Me he detenido a orar, en esta fiesta, y las lecturas de la misa me han llevado al Vaticano. Allí, frente a las puertas de la majestuosa basílica de Letrán -la «catedral» de Roma- mis pensamientos han volado hacia atrás en el tiempo, y me han llevado al año 1209. Por aquel entonces, gobernaba la Iglesia el Papa Inocencio III, a quien muchos han calificado como «el Papa más poderoso que ha tenido la cristiandad». Su mano firme había excomulgado al rey Felipe-Augusto, de Francia, al rey Otón IV, de Alemania -a quien esa misma mano había elevado al trono años antes-, y al rey Juan sin tierra, de Inglaterra. La propia Inglaterra cayó en entredicho bajo su mandato. Teniendo enfrente a todo un Reino de Italia, fundó los Estados Pontificios para reafirmar la independencia del papado.

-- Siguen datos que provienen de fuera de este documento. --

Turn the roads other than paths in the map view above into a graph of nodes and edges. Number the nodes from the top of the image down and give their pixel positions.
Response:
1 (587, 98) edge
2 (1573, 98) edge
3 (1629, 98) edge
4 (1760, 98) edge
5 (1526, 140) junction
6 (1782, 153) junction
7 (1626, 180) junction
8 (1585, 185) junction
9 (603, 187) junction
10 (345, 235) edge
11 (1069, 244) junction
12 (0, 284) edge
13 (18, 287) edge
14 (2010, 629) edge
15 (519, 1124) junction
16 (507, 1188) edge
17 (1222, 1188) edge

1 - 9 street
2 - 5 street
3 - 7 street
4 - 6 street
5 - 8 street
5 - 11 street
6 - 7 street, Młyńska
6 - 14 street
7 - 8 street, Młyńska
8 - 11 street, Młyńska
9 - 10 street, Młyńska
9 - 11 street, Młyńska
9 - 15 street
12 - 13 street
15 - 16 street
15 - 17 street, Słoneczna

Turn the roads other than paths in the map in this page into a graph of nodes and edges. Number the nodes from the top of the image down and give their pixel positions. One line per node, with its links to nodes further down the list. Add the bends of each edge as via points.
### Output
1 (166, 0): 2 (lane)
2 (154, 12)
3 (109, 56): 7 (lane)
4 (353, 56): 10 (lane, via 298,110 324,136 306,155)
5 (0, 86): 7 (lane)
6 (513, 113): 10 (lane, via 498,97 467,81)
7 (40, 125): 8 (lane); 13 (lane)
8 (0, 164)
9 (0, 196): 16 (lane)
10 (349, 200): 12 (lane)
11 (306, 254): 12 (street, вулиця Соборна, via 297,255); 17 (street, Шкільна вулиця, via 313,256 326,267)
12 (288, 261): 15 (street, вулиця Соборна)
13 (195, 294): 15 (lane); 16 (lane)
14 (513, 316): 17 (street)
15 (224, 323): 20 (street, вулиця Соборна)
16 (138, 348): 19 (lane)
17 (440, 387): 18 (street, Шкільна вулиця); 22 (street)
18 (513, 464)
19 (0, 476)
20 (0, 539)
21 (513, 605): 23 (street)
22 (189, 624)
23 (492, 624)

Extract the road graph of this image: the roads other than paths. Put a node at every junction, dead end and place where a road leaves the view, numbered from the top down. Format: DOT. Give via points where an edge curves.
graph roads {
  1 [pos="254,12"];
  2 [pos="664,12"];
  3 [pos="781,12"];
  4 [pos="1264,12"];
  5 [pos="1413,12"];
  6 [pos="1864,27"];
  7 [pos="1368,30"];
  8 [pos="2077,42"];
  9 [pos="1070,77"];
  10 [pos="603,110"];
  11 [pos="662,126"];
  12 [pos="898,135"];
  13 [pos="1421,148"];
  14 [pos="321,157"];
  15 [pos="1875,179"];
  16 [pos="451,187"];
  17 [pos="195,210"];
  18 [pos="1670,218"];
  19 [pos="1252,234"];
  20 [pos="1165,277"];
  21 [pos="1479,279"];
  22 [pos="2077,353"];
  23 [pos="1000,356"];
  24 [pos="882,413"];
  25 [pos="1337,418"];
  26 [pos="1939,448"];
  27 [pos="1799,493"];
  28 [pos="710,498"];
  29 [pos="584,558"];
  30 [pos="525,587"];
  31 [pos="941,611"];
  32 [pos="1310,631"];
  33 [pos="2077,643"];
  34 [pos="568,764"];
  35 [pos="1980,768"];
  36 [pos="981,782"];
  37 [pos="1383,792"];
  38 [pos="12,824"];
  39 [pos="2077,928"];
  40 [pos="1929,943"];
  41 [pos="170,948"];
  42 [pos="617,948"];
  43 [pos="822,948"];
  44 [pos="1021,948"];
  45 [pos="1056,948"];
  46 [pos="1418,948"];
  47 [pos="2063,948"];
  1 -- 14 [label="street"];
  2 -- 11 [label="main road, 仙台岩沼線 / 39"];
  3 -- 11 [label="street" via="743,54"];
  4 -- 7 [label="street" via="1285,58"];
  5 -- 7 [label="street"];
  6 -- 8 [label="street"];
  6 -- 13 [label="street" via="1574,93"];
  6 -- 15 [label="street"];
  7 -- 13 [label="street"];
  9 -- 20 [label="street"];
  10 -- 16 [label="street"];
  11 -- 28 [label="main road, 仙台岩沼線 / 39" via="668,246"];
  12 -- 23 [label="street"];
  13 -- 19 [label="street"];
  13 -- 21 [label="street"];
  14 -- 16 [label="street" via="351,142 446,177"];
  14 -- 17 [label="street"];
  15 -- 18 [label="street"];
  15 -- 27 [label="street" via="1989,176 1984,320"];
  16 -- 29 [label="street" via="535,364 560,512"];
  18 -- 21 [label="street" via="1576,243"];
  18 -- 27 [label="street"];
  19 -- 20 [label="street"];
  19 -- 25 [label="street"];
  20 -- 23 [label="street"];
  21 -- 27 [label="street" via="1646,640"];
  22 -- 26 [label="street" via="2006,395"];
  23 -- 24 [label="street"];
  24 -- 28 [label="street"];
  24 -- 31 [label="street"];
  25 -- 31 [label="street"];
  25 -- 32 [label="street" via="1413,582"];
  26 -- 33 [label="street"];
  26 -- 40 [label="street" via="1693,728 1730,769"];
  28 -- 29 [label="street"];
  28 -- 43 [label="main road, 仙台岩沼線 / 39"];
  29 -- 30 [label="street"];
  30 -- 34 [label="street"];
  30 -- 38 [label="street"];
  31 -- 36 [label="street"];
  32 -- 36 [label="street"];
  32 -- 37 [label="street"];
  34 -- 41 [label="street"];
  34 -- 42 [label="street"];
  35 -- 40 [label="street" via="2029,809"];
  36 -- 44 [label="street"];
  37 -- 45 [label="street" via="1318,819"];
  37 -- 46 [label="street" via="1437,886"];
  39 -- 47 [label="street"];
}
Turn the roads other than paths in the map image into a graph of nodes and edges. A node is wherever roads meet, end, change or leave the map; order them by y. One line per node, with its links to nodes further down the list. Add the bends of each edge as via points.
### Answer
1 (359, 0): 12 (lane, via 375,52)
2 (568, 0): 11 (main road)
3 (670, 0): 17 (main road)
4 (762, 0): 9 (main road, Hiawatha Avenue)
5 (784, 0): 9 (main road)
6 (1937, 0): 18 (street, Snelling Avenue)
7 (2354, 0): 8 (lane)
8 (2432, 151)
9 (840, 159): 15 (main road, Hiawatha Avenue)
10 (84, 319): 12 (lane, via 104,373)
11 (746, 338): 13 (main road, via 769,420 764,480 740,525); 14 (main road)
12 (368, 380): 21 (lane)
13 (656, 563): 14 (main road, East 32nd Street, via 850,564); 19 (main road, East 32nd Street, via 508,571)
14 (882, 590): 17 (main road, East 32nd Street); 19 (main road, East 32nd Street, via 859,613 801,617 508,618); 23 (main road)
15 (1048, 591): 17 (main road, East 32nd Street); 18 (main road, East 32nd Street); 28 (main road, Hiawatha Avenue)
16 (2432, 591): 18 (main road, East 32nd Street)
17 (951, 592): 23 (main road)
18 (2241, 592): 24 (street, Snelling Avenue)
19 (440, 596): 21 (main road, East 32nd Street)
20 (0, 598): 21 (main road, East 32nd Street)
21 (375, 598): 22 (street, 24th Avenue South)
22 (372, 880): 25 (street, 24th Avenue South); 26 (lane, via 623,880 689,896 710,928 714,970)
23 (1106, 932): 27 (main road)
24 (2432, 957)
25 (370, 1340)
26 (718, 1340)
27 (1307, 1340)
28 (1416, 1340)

Y, un buen día, ante la presencia de este Pontífice de hierro, y presentado por el buen cardenal Juan de San Pablo, se postró el más pobre de los pobres. No venía a tratar ningún asunto de Estado; no venía a hablar sobre guerras ni cruzadas. Más desnudo que vestido, suplicaba del Romano Pontífice que les permitiese, a él y a un puñado de compañeros suyos, vivir conforme al Evangelio en toda su radicalidad y abrazar a la Dama Pobreza como esposa, tal como la había abrazado Nuestro Señor Jesucristo… Asombrado, y profundamente conmovido en su interior, Inocencio III se sintió incapaz de responder en el momento. Le habían pedido permiso para organizar cruzadas, le habían incitado a declarar la guerra a reinos enteros, le habían suplicado puestos de honor para familiares… Pero jamás le habían pedido algo como lo que aquel pobrecillo imploraba de su autoridad: ¡Vivir conforme al Evangelio, y desposarse con la Dama Pobreza! El mendigo de Dios y sus compañeros fueron emplazados para más adelante. Aquella misma noche, el Papa tuvo un sueño: la Basílica de Letrán, el símbolo de la grandeza del papado, estaba a punto de derrumbarse, «y un hombre pobrecito, de pequeña estatura y de aspecto despreciable, la sostenía arrimando sus hombros a fin de que no viniese a tierra» (nos lo cuenta San Buenaventura). Ya no había duda: convocó de nuevo Inocencio a aquel pobrecillo llamado Francisco de Asís, accedió a cuanto le pedía, y se encomendó piadosamente a sus oraciones.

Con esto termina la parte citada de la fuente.